Automatic flushing toilets, especially the ones with an overly powerful flush that sprays out of the bowl.

Just got splashed with diarrhea toilet water without warning.
 
Speaking of which, I probably need to change my lastpass password.

Granted, it's not a dictionary word. In fact, it's not even English. And it's misspelled from the original language it's in. And there are special characters and numbers...

But per that xkcd comic, it's still WAY too short.
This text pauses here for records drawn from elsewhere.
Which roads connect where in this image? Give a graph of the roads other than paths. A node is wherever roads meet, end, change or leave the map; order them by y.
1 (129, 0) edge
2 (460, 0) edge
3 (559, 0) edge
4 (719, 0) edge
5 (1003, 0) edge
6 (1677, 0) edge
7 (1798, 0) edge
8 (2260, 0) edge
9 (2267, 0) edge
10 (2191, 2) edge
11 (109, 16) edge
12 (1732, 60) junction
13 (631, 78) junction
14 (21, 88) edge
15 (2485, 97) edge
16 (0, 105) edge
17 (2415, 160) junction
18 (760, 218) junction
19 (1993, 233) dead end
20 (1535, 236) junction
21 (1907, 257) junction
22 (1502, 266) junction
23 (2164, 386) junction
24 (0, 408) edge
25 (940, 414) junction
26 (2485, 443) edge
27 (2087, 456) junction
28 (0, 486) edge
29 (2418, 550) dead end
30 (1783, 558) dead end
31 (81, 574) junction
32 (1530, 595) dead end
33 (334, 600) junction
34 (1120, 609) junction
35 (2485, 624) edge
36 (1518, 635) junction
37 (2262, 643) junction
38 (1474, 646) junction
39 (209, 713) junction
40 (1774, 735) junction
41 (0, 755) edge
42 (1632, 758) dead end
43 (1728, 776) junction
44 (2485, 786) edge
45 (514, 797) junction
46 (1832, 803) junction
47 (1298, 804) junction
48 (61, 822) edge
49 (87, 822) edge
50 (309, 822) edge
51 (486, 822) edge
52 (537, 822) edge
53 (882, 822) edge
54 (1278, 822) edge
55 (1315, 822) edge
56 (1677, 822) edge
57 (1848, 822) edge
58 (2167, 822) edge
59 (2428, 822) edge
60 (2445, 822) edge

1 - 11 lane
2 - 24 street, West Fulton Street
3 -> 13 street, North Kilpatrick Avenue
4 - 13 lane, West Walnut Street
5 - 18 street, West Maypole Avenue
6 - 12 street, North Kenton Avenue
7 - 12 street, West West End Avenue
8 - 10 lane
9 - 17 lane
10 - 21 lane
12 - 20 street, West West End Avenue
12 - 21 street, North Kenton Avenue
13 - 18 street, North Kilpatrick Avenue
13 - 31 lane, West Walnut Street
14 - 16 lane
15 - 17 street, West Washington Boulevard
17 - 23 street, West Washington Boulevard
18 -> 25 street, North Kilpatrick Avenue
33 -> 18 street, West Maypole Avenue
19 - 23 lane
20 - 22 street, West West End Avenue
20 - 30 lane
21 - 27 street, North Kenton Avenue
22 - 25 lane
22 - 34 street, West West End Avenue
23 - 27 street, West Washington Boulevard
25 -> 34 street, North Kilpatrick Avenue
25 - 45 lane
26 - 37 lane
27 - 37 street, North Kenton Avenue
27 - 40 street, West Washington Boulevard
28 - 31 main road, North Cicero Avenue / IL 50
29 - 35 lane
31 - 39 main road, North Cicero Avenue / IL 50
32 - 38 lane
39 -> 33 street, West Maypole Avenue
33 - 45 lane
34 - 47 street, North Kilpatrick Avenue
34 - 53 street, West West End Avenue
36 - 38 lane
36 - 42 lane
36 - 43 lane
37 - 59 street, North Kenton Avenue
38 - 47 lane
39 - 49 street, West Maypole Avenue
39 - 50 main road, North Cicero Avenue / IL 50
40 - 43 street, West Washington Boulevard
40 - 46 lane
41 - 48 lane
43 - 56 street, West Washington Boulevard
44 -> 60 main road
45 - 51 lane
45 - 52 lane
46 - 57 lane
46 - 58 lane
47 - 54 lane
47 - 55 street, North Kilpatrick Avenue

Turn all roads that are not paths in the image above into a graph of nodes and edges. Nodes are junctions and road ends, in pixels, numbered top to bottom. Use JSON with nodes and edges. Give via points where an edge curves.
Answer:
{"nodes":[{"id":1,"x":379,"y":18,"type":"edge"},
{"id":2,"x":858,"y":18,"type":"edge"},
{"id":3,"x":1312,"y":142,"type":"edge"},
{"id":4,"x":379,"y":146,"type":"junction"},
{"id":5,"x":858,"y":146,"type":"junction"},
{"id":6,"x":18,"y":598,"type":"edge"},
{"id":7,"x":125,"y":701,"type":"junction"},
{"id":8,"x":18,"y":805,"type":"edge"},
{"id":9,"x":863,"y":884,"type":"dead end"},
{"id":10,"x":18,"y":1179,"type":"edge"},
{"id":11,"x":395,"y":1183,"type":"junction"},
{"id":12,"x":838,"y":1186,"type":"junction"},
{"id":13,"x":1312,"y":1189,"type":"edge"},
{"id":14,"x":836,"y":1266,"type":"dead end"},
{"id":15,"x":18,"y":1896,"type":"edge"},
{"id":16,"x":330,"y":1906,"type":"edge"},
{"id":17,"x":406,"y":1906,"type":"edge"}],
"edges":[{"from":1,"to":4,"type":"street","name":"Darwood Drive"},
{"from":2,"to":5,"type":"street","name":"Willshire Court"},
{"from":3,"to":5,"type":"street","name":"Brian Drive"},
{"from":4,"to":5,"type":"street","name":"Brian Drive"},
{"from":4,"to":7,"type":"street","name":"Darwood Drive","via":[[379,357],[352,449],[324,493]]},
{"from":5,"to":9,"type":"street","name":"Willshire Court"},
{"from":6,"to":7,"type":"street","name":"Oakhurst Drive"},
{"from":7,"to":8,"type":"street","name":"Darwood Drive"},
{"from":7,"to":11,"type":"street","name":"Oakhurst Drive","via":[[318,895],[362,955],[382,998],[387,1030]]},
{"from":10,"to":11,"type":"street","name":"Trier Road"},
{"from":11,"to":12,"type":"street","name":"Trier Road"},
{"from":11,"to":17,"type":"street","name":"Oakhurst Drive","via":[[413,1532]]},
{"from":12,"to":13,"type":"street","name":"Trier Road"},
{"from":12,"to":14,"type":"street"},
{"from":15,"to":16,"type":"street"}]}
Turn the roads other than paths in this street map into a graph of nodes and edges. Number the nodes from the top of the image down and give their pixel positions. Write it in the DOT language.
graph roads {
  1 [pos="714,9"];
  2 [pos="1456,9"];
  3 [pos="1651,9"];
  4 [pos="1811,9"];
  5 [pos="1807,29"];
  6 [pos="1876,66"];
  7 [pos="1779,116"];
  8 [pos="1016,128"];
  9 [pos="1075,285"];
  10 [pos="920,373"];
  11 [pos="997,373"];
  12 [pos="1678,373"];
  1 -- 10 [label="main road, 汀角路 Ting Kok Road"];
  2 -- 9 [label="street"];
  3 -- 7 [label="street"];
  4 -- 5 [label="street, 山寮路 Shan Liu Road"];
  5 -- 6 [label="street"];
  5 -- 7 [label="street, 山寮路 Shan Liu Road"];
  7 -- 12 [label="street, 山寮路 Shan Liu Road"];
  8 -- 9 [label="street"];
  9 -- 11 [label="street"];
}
So although I think it would be impossible for anyone to "guess" my password, it might be too easy for a computer to crack.
 
not a dictionary word. In fact, it's not even English. And it's misspelled from the original language it's in

lol... like GROGNERD

Etymology

From French grognard (“old soldier”)

Noun

grognard (plural grognards)

  1. An old soldier.
  2. an old veteran soldier; specifically of the grenadiers of the Imperial Guard (Grenadiers à Pied de la Garde Impériale); an old complaining soldier
  3. (games, slang) Someone who enjoys playing board wargames.
  4. (computer games, slang) Inside the computer game development industry, a game fan who will buy every game released in a certain genre of computer game (RTS, or computer role-playing game, etc.)